Figure 2: Horizontal refrac activity picked up in 2011

Refracturing can sometimes feel like being in a black box, with operators questioning the repeatability of ‘successful’ refracs. Although the number of horizontal refracs is smaller compared to older vertical refracs, there is still a substantial dataset of existing horizontal well refracs that can give us valuable insight. Unfortunately, it can be quite difficult to do a look-back analysis on existing refracs – information on refracs is not consistently reported and the information that does exist is silo’d throughout multiple different sources.

Figure 3: Refracs have been identified by parsing of multiple sources of data, across the United States.

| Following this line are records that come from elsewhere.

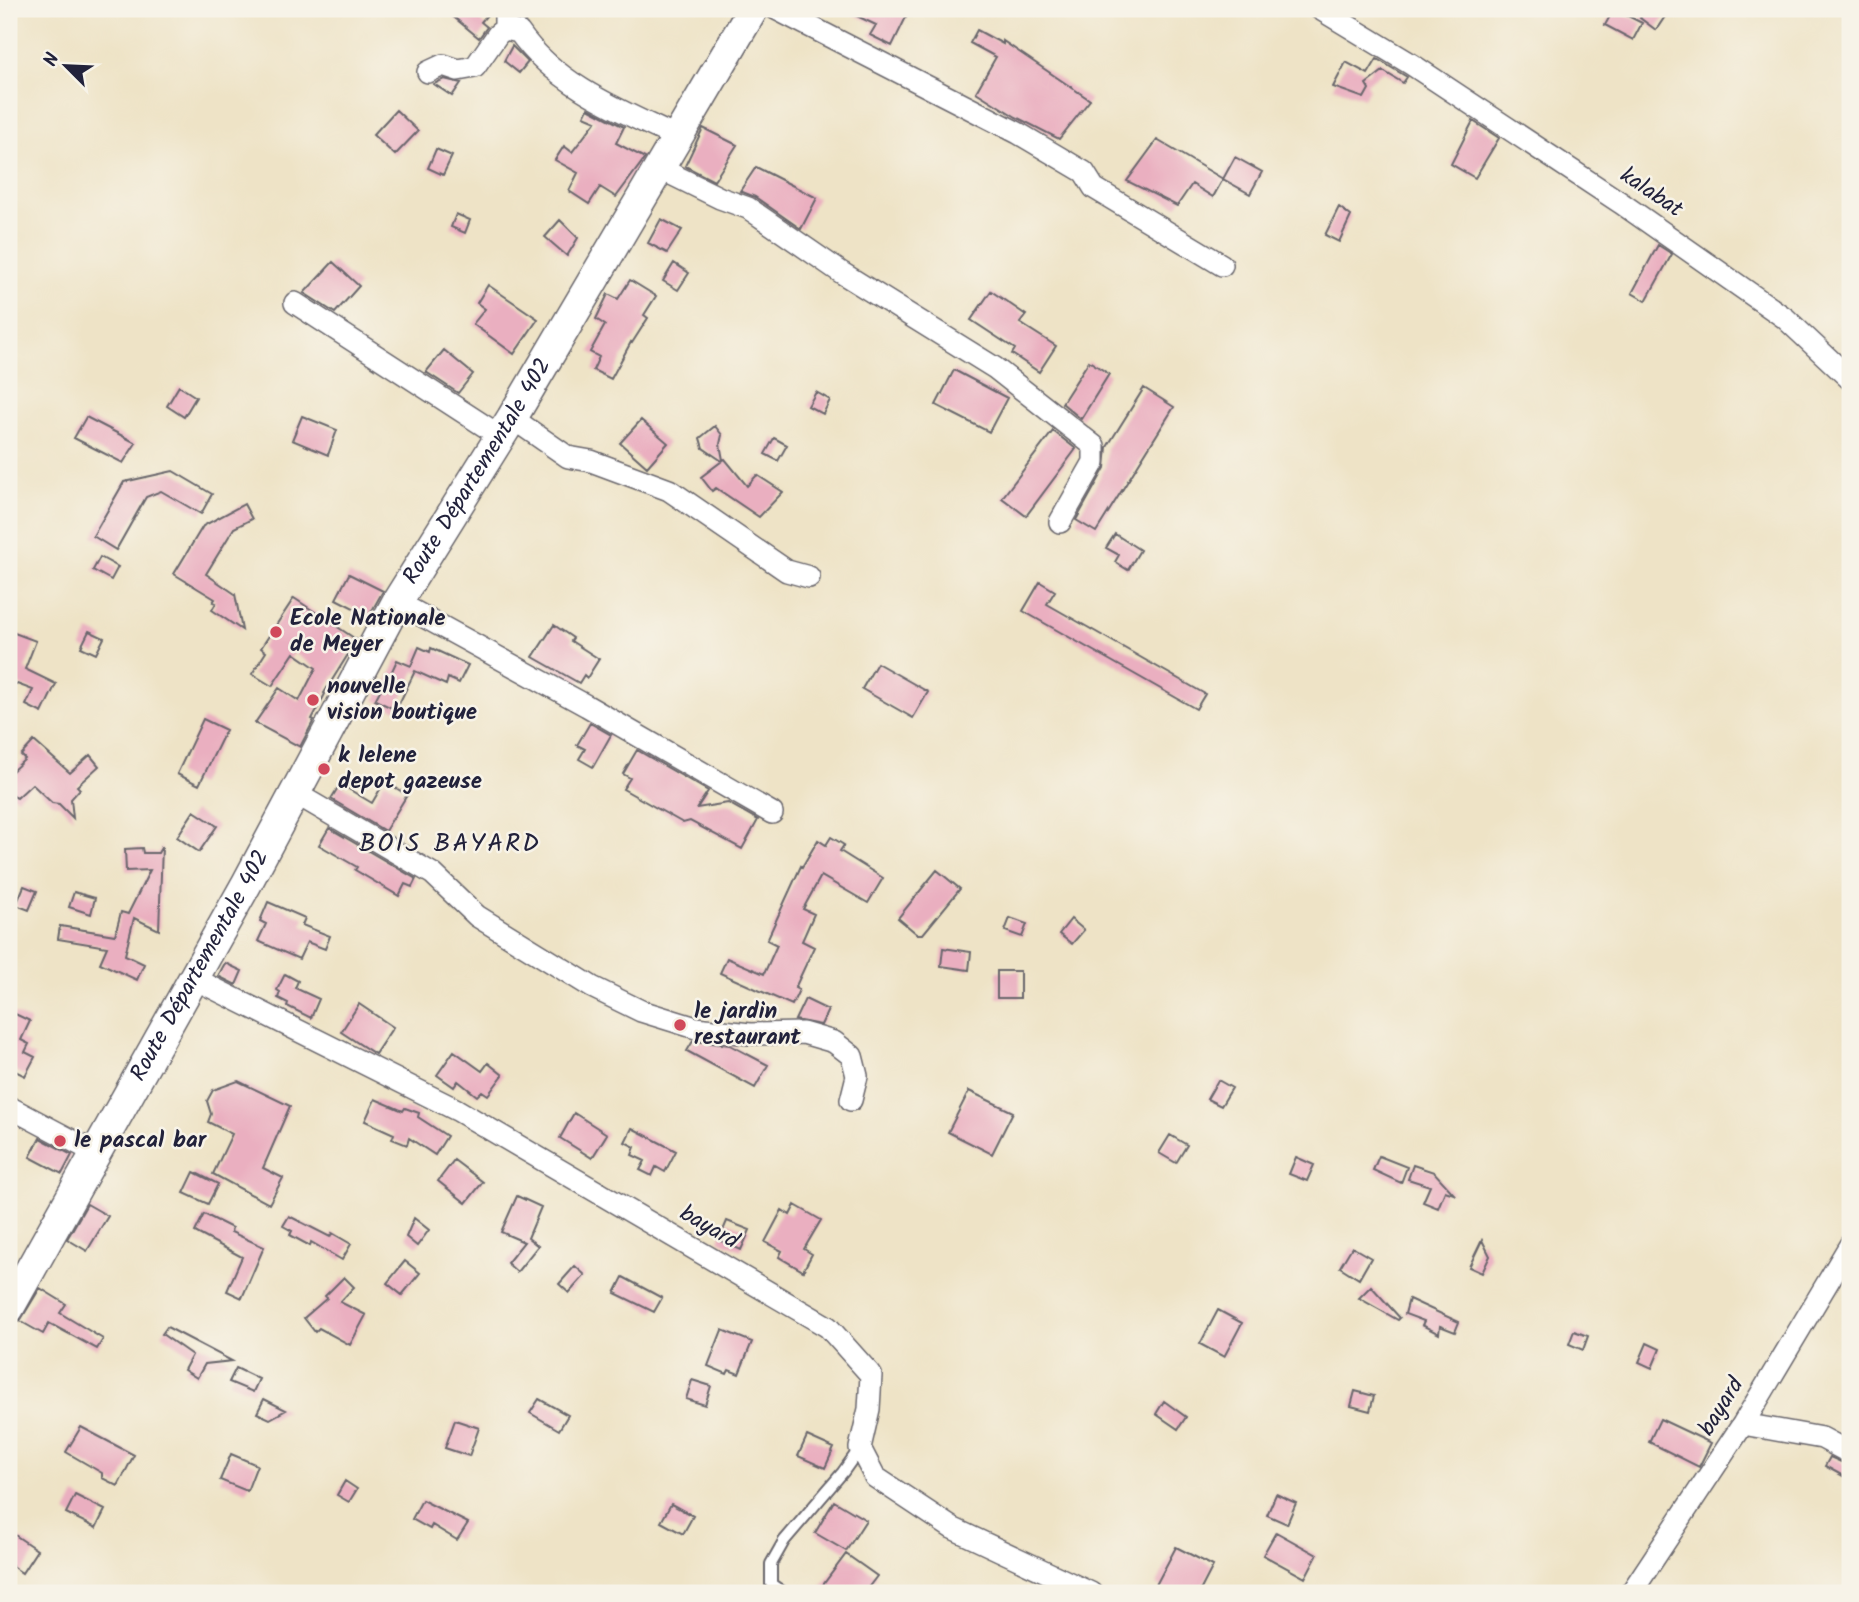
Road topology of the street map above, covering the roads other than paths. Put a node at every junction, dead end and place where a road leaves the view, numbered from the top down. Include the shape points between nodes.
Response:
1 (753, 9) edge
2 (776, 9) edge
3 (1320, 9) edge
4 (505, 19) edge
5 (428, 72) dead end
6 (678, 138) junction
7 (659, 169) junction
8 (1222, 265) dead end
9 (295, 303) dead end
10 (1850, 379) edge
11 (506, 427) junction
12 (1060, 522) dead end
13 (809, 577) dead end
14 (397, 602) junction
15 (295, 793) junction
16 (772, 813) dead end
17 (193, 981) junction
18 (851, 1100) dead end
19 (9, 1107) edge
20 (96, 1153) junction
21 (1850, 1245) edge
22 (9, 1308) edge
23 (1744, 1424) junction
24 (860, 1448) junction
25 (1850, 1454) edge
26 (784, 1593) edge
27 (1091, 1593) edge
28 (1631, 1593) edge

1 - 6 main road, Route Départementale 402
2 - 8 street via 1018,133 1084,172 1094,188
3 - 10 street, kalabat via 1621,203 1785,318
4 - 5 street via 475,67 458,70 443,65
4 - 6 street via 534,53 601,101
6 - 7 main road, Route Départementale 402
7 - 11 main road, Route Départementale 402
7 - 12 street via 748,208 995,368 1094,446 1094,462
9 - 11 street
11 - 13 street via 568,457 669,490 758,554 787,571
11 - 14 main road, Route Départementale 402
14 - 15 main road, Route Départementale 402
14 - 16 street
15 - 17 main road, Route Départementale 402
15 - 18 street via 433,874 477,916 592,988 696,1028 803,1033 834,1042 852,1056 857,1076
17 - 20 main road, Route Départementale 402
17 - 24 street, bayard via 457,1110 828,1327 871,1375 870,1409
19 - 20 street
20 - 22 main road, Route Départementale 402
21 - 23 street, bayard
23 - 25 street via 1822,1438
23 - 28 street, bayard
24 - 26 lane via 784,1541 771,1564 771,1584
24 - 27 street via 875,1477 952,1528

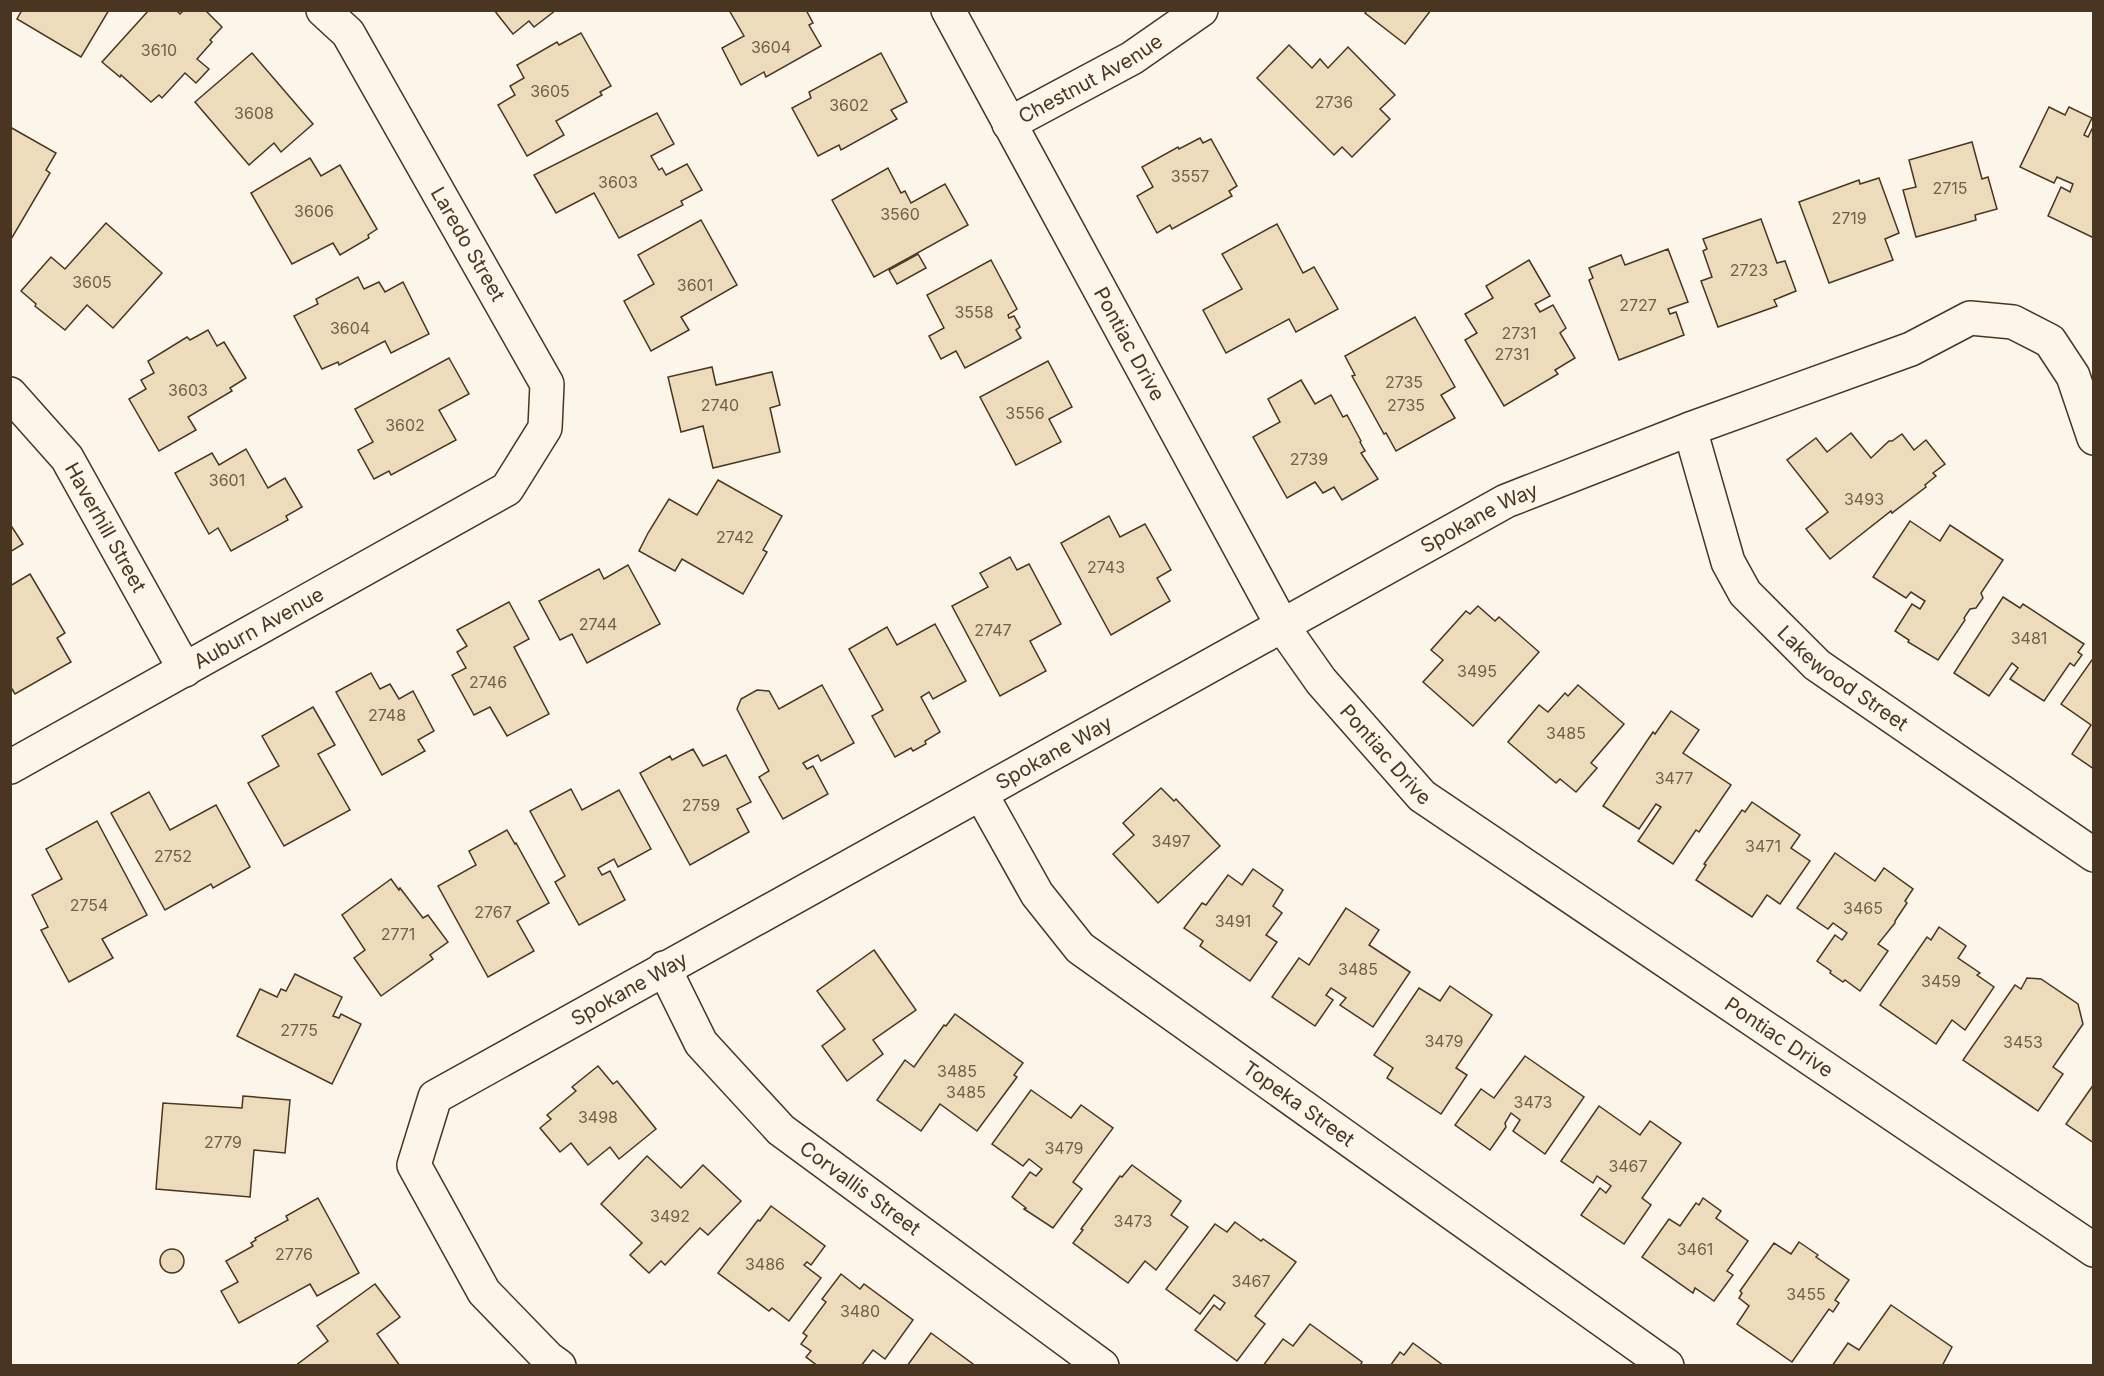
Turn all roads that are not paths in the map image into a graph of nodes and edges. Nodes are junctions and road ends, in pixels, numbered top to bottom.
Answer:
1 (323, 10) edge
2 (948, 10) edge
3 (1201, 10) edge
4 (1010, 124) junction
5 (10, 394) edge
6 (1690, 429) junction
7 (2094, 438) edge
8 (507, 489) joint
9 (1283, 627) junction
10 (185, 670) junction
11 (10, 767) edge
12 (981, 794) junction
13 (2094, 855) edge
14 (664, 968) junction
15 (2094, 1250) edge
16 (553, 1362) edge
17 (1102, 1365) edge
18 (1667, 1365) edge

1 - 8 street, Laredo Street
2 - 4 street, Pontiac Drive
3 - 4 street, Chestnut Avenue
4 - 9 street, Pontiac Drive
5 - 10 street, Haverhill Street
6 - 7 street, Spokane Way
6 - 9 street, Spokane Way
6 - 13 street, Lakewood Street
8 - 10 street, Auburn Avenue
9 - 12 street, Spokane Way
9 - 15 street, Pontiac Drive
10 - 11 street, Auburn Avenue
12 - 14 street, Spokane Way
12 - 18 street, Topeka Street
14 - 16 street, Spokane Way
14 - 17 street, Corvallis Street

Step-By-Step Guide to the Best Refracs


After having identified the existing refracs, it is important to understand the various driving forces that have affected the performance of these refracs. While pumping treatment downhole during a refrac job, either existing fractures are re-stimulated to access additional reservoir volumes, or virgin rock is stimulated by tapping into previously untouched parts of the horizontal lateral. Operators can also choose to perforate in between existing fracture stages. These refracturing operations alter the existing fracture geometry, connect as many natural fractures as possible and/or restore conductivity to assist in creating pathways that enable fluid flow.

There are a number of factors that contribute to the success or failure of a refrac. The type of refracturing technology plays a vital role in a refrac operation. The use of fluid diversion, although relatively inexpensive, presents unreliability or concerns with repeatability. Many operators have reported success using diverters, while others prefer a method of zonal isolation. Of the identified refracs with a reported ingredient typically used for fluid diversion, the majority of these lie in the Barnett, Eagleford, Bakken and Woodford.

Figure 4: Of the identified refracs with fluid diversion ingredients reported, a large share of these lie in the Barnett, Woodford, Bakken and Eagleford.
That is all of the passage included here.